President Denny Cisney Sr. started the incentive program about 13 years ago. “We all have monetary goals, but sometimes we aren’t willing to make the sacrifice,” he explains. “I didn’t want to lose people because they were under too much stress. If they want to go home every day at 5, they can, but they have to understand they won’t make as much money.”

In 2001, he says, the accrued bonuses for his 23-person company totaled more than $100,000. To make sure there’s enough money to reward high performers, Cisney & O’Donnell puts as many costs as possible into the price of each project and then aims for a 32% to 37% gross profit on top of that. Carpenters in this rural area average $10 to $16 an hour; Cisney & O’Donnell’s lead carpenters make $12 to $14 an hour, but with bonuses and incentives can get as high as $30,000 to $40,000 for the year.

Across the country in Santa Barbara, Calif., Allen Associates uses a different kind of incentive program: management by objectives (MBO). The president, vice president and the eight associates — managers who each run their own profit center — set individual goals based on the company’s objectives. Associates receive a base salary, plus bonuses (up to 60% of base salary) based on performance and realization of objectives such as volume, profitability, customer satisfaction and team building. Associates earn $65,000 to $80,000 annually.

Field employees don’t work under the MBO system. Average pay for their positions is $25 per hour for a project foreman, $24/hour for a journeyman carpenter, $15/hour for apprentices, $13/hour for skilled labor and $9/hour for unskilled labor.

At De Mattei Construction Inc., a 17-year-old remodeling and new construction firm in San Jose, Calif., the numbers for the field are fairly similar. Finish lead carpenters can make as much as $35 an hour, entry-level carpenters start at $18 per hour, and laborers earn $12 to $14 an hour.

“Others will pay over-market to get people,” says John Hinton, the chief financial officer of De Mattei, citing rates that go as high as $60 an hour. “The problem is, they let them go after just one job.” De Mattei, with $32 million in annual revenue, em-ploys Hinton, president Mark De Mattei, seven project managers, three project ad-ministrators, a receptionist, three people in accounting, a draftsman, a designer and about 30 field employees.

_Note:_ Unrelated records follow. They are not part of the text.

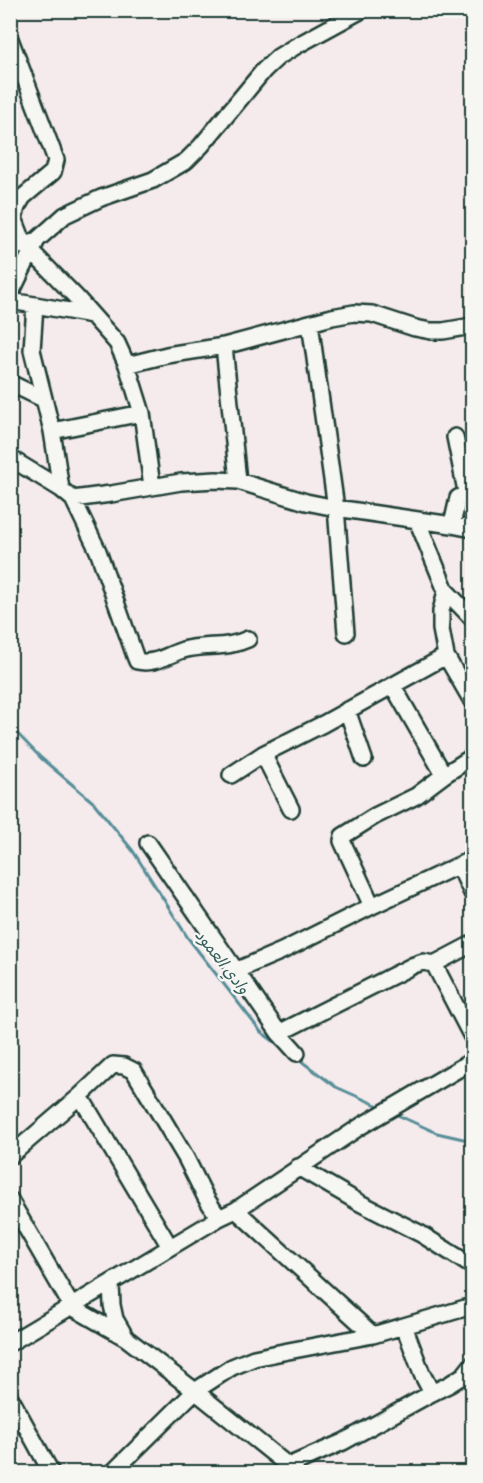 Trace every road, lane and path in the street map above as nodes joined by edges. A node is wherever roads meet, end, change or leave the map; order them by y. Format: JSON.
{"nodes":[{"id":1,"x":362,"y":10,"type":"edge"},
{"id":2,"x":10,"y":39,"type":"edge"},
{"id":3,"x":15,"y":62,"type":"edge"},
{"id":4,"x":26,"y":246,"type":"edge"},
{"id":5,"x":10,"y":295,"type":"edge"},
{"id":6,"x":10,"y":301,"type":"edge"},
{"id":7,"x":35,"y":305,"type":"junction"},
{"id":8,"x":92,"y":315,"type":"junction"},
{"id":9,"x":310,"y":323,"type":"junction"},
{"id":10,"x":472,"y":326,"type":"edge"},
{"id":11,"x":224,"y":346,"type":"junction"},
{"id":12,"x":127,"y":364,"type":"junction"},
{"id":13,"x":10,"y":383,"type":"edge"},
{"id":14,"x":44,"y":399,"type":"junction"},
{"id":15,"x":142,"y":413,"type":"junction"},
{"id":16,"x":52,"y":431,"type":"junction"},
{"id":17,"x":455,"y":437,"type":"dead end"},
{"id":18,"x":10,"y":458,"type":"edge"},
{"id":19,"x":238,"y":481,"type":"junction"},
{"id":20,"x":152,"y":486,"type":"junction"},
{"id":21,"x":67,"y":494,"type":"junction"},
{"id":22,"x":470,"y":496,"type":"edge"},
{"id":23,"x":336,"y":508,"type":"junction"},
{"id":24,"x":417,"y":520,"type":"junction"},
{"id":25,"x":452,"y":525,"type":"junction"},
{"id":26,"x":472,"y":529,"type":"edge"},
{"id":27,"x":446,"y":591,"type":"junction"},
{"id":28,"x":472,"y":618,"type":"edge"},
{"id":29,"x":346,"y":633,"type":"dead end"},
{"id":30,"x":248,"y":639,"type":"dead end"},
{"id":31,"x":446,"y":656,"type":"junction"},
{"id":32,"x":393,"y":686,"type":"junction"},
{"id":33,"x":472,"y":701,"type":"edge"},
{"id":34,"x":347,"y":710,"type":"junction"},
{"id":35,"x":263,"y":753,"type":"junction"},
{"id":36,"x":472,"y":757,"type":"edge"},
{"id":37,"x":364,"y":759,"type":"dead end"},
{"id":38,"x":231,"y":775,"type":"dead end"},
{"id":39,"x":444,"y":775,"type":"junction"},
{"id":40,"x":291,"y":808,"type":"dead end"},
{"id":41,"x":148,"y":843,"type":"dead end"},
{"id":42,"x":466,"y":862,"type":"edge"},
{"id":43,"x":472,"y":892,"type":"edge"},
{"id":44,"x":372,"y":906,"type":"junction"},
{"id":45,"x":472,"y":944,"type":"edge"},
{"id":46,"x":434,"y":964,"type":"junction"},
{"id":47,"x":235,"y":970,"type":"junction"},
{"id":48,"x":279,"y":1033,"type":"junction"},
{"id":49,"x":472,"y":1036,"type":"edge"},
{"id":50,"x":297,"y":1053,"type":"dead end"},
{"id":51,"x":471,"y":1066,"type":"edge"},
{"id":52,"x":80,"y":1096,"type":"junction"},
{"id":53,"x":10,"y":1156,"type":"edge"},
{"id":54,"x":298,"y":1167,"type":"junction"},
{"id":55,"x":10,"y":1200,"type":"edge"},
{"id":56,"x":236,"y":1210,"type":"junction"},
{"id":57,"x":219,"y":1218,"type":"junction"},
{"id":58,"x":170,"y":1247,"type":"junction"},
{"id":59,"x":472,"y":1265,"type":"edge"},
{"id":60,"x":111,"y":1284,"type":"junction"},
{"id":61,"x":472,"y":1306,"type":"edge"},
{"id":62,"x":72,"y":1307,"type":"junction"},
{"id":63,"x":404,"y":1326,"type":"junction"},
{"id":64,"x":373,"y":1335,"type":"junction"},
{"id":65,"x":126,"y":1338,"type":"junction"},
{"id":66,"x":10,"y":1343,"type":"edge"},
{"id":67,"x":472,"y":1365,"type":"edge"},
{"id":68,"x":195,"y":1391,"type":"junction"},
{"id":69,"x":432,"y":1393,"type":"junction"},
{"id":70,"x":10,"y":1397,"type":"edge"},
{"id":71,"x":292,"y":1469,"type":"edge"},
{"id":72,"x":51,"y":1473,"type":"edge"},
{"id":73,"x":113,"y":1473,"type":"edge"}],
"edges":[{"from":1,"to":4,"type":"street"},
{"from":2,"to":3,"type":"street"},
{"from":3,"to":4,"type":"street"},
{"from":4,"to":5,"type":"street"},
{"from":4,"to":8,"type":"street"},
{"from":6,"to":7,"type":"street"},
{"from":7,"to":8,"type":"street"},
{"from":7,"to":14,"type":"street"},
{"from":8,"to":12,"type":"street"},
{"from":9,"to":10,"type":"street"},
{"from":9,"to":11,"type":"street"},
{"from":9,"to":23,"type":"street"},
{"from":11,"to":12,"type":"street"},
{"from":11,"to":19,"type":"street"},
{"from":12,"to":15,"type":"street"},
{"from":13,"to":14,"type":"street"},
{"from":14,"to":16,"type":"street"},
{"from":15,"to":16,"type":"street"},
{"from":15,"to":20,"type":"street"},
{"from":16,"to":21,"type":"street"},
{"from":17,"to":22,"type":"street"},
{"from":18,"to":21,"type":"street"},
{"from":19,"to":20,"type":"street"},
{"from":19,"to":23,"type":"street"},
{"from":20,"to":21,"type":"street"},
{"from":21,"to":30,"type":"street"},
{"from":22,"to":25,"type":"street"},
{"from":23,"to":24,"type":"street"},
{"from":23,"to":29,"type":"street"},
{"from":24,"to":25,"type":"street"},
{"from":24,"to":27,"type":"street"},
{"from":25,"to":26,"type":"street"},
{"from":27,"to":28,"type":"street"},
{"from":27,"to":31,"type":"street"},
{"from":31,"to":32,"type":"street"},
{"from":31,"to":33,"type":"street"},
{"from":32,"to":34,"type":"street"},
{"from":32,"to":39,"type":"street"},
{"from":34,"to":35,"type":"street"},
{"from":34,"to":37,"type":"street"},
{"from":35,"to":38,"type":"street"},
{"from":35,"to":40,"type":"street"},
{"from":36,"to":39,"type":"street"},
{"from":39,"to":44,"type":"street"},
{"from":41,"to":47,"type":"street"},
{"from":42,"to":43,"type":"street"},
{"from":42,"to":44,"type":"street"},
{"from":44,"to":47,"type":"street"},
{"from":45,"to":46,"type":"street"},
{"from":46,"to":48,"type":"street"},
{"from":46,"to":49,"type":"street"},
{"from":47,"to":48,"type":"street"},
{"from":48,"to":50,"type":"street"},
{"from":51,"to":54,"type":"street"},
{"from":52,"to":53,"type":"street"},
{"from":52,"to":57,"type":"street"},
{"from":52,"to":58,"type":"street"},
{"from":54,"to":56,"type":"street"},
{"from":54,"to":59,"type":"street"},
{"from":55,"to":62,"type":"street"},
{"from":56,"to":57,"type":"street"},
{"from":56,"to":64,"type":"street"},
{"from":57,"to":58,"type":"street"},
{"from":58,"to":60,"type":"street"},
{"from":60,"to":62,"type":"street"},
{"from":60,"to":65,"type":"street"},
{"from":61,"to":63,"type":"street"},
{"from":62,"to":65,"type":"street"},
{"from":62,"to":66,"type":"street"},
{"from":63,"to":64,"type":"street"},
{"from":63,"to":69,"type":"street"},
{"from":64,"to":68,"type":"street"},
{"from":65,"to":68,"type":"street"},
{"from":67,"to":69,"type":"street"},
{"from":68,"to":71,"type":"street"},
{"from":68,"to":73,"type":"street"},
{"from":69,"to":71,"type":"street"},
{"from":70,"to":72,"type":"street"}]} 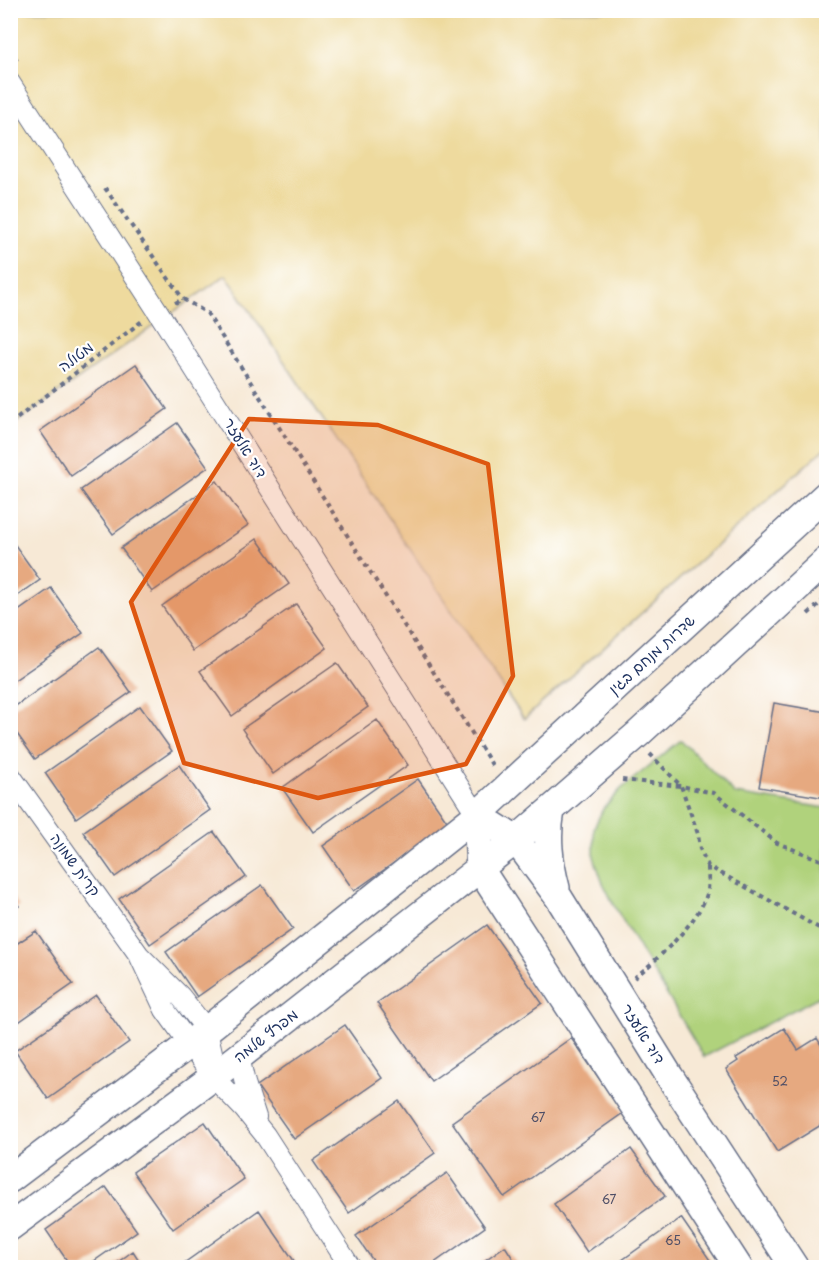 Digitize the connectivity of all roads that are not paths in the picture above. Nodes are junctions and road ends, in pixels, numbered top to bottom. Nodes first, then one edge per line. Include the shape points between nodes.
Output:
1 (10, 83) edge
2 (826, 495) edge
3 (826, 561) edge
4 (14, 788) edge
5 (551, 810) junction
6 (477, 815) junction
7 (516, 840) junction
8 (480, 869) junction
9 (559, 898) junction
10 (198, 1037) junction
11 (239, 1057) junction
12 (213, 1077) junction
13 (265, 1135) junction
14 (10, 1179) edge
15 (10, 1227) edge
16 (351, 1268) edge
17 (739, 1268) edge
18 (795, 1268) edge

1 - 6 street, דוד אלעזר
2 - 6 street, שדרות מנחם בגין
3 - 5 street
4 - 10 street, קרית שמונה via 139,955 180,996
5 - 7 street
5 - 9 street via 547,833 549,862
6 - 7 street, דוד אלעזר
6 - 8 street, דוד אלעזר
6 - 10 street
7 - 8 street, מפרץ שלמה
7 - 9 street, דוד אלעזר
8 - 11 street, מפרץ שלמה
8 - 17 street, דוד אלעזר
9 - 18 street, דוד אלעזר
10 - 12 street, קרית שמונה via 213,1057
10 - 14 street
11 - 12 street, מפרץ שלמה
11 - 13 street via 253,1110
12 - 13 street
12 - 15 street, מפרץ שלמה
13 - 16 street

“You have to pay market to the employees to be competitive,” says Hinton. “But you can be different from the next guy by what you offer that they don’t have to pay taxes on.” At De Mattei, that includes health care and a 50-cents-on-the-dollar company match on the 401(k) plan for all employees.

Hinton says the cost of supporting so many full time-employees is justified by the quality control that having in-house carpenters provides. “We get more efficiency,” he says. “We have less turnover, and we feel we can get things right the first time.” In De Mattei’s high-end market (its average remodel is $400,000, and its average new home runs $800,000), having top-of-the-line finish carpenters is especially important.

Only the seven project managers, however, receive profit sharing based on each project’s success.

DreamMaker Bath & Kitchen by Worldwide in St. Louis Park, Minn., uses an incentive plan set up so that “if one person does well, all do,” says general manager A.J. Paron-Wildes. “We don’t want it to be so competitive that salespeople won’t help each other.” For instance, salespeople get a 10% commission, but only if they achieve a gross profit of 45%. Their “stretch” goal is 55%. Their incentive? For the first $300,000 of work sold above 45%, each salesperson gets a $1,000 bonus. For every $50,000 sold beyond that, each receives another $1,000 bonus. And everyone else in the eight-person office gets 10% of those bonuses.